If you do the math, of the total prize pool collected, the Federal, state governments and the Lottery wind up with well over 70% of the money that is “invested” – and the players with less than 30% of the money.  That is the economics of the lottery – but is actually not the main point of this post.

When you go to your grocery store to buy oatmeal and diapers, that store is operating on a margin of only 2 – 3 %.  So your twenty dollar purchase might net them a whopping $.60.  And yet grocery stores by rigorously controlling costs, minimizing theft and being able to negotiate favorable contracts with wholesalers are able to survive.

They struggle but they are still able to turn a profit – which is a good thing for us because if they didn’t there would be no place for us to purchase oatmeal and diapers.  Of course, they don’t pay their employees extravagant wages because if they did they would be out of business.

I wrote the last two paragraphs because of the picketing which took place during the Thanksgiving weekend at Walmart for paying its employees “low wages” and offering “minimal benefits.”  They really don’t have much choice in the matter based on the economics of their business.  Just for disclosure, I have no axe to grind regarding Walmart as I don’t own stock in the company and almost never shop there.

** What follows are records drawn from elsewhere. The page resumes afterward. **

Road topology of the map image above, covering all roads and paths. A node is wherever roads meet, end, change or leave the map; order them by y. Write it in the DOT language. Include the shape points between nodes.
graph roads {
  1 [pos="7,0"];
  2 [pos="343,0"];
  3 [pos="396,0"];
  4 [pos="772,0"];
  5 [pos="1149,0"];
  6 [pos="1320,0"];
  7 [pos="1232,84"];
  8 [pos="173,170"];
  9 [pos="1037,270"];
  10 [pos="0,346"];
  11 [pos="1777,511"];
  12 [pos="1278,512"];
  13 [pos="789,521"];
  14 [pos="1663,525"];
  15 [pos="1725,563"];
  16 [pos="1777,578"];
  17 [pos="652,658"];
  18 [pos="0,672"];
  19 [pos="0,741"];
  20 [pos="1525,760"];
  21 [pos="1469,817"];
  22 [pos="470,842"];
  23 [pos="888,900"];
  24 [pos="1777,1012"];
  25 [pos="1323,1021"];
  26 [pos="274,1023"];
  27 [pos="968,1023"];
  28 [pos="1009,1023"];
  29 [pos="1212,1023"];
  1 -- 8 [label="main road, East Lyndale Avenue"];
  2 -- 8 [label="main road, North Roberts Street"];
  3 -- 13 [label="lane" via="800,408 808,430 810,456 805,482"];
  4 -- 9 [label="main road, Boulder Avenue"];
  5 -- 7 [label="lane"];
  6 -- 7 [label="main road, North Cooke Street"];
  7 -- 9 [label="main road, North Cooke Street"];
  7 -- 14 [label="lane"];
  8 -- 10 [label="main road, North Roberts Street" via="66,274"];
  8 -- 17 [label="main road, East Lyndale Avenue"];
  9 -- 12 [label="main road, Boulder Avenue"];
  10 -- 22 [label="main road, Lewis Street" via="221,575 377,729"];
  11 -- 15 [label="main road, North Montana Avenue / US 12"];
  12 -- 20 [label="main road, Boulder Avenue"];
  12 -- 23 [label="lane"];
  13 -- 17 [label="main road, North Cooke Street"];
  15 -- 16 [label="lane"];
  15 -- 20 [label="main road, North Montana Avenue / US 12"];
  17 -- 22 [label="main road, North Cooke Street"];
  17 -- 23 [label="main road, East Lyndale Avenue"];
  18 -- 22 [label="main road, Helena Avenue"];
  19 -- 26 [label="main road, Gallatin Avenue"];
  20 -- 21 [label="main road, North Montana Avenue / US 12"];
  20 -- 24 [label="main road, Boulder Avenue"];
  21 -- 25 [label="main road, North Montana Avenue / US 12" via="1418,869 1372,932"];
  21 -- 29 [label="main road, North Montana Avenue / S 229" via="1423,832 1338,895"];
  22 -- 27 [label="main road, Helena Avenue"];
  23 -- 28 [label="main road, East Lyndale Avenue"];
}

On the other hand, government doesn’t have that problem.  When you consider that the lottery nets them collectively 70% of the gross revenue it generates, they can well afford to pay their employees (our employees) beaucoup bucks – and they do.  When you’re swimming in cash you can afford to be careless with it – and we have been to the tune of some $16 Trillion.  And yet, that still is not the point of this post.

But we have now arrived.

At the heart of the deadlock on the fiscal cliff is the question of raising taxes on “the rich.”  Warren Buffett recently offered a suggestion that we should consider “the rich” as a family which earns $500,000 per year rather than the $250,000 that President Obama made a campaign theme.  Those earning that or more would see an increase in the percentage of Federal Income Tax that they paid.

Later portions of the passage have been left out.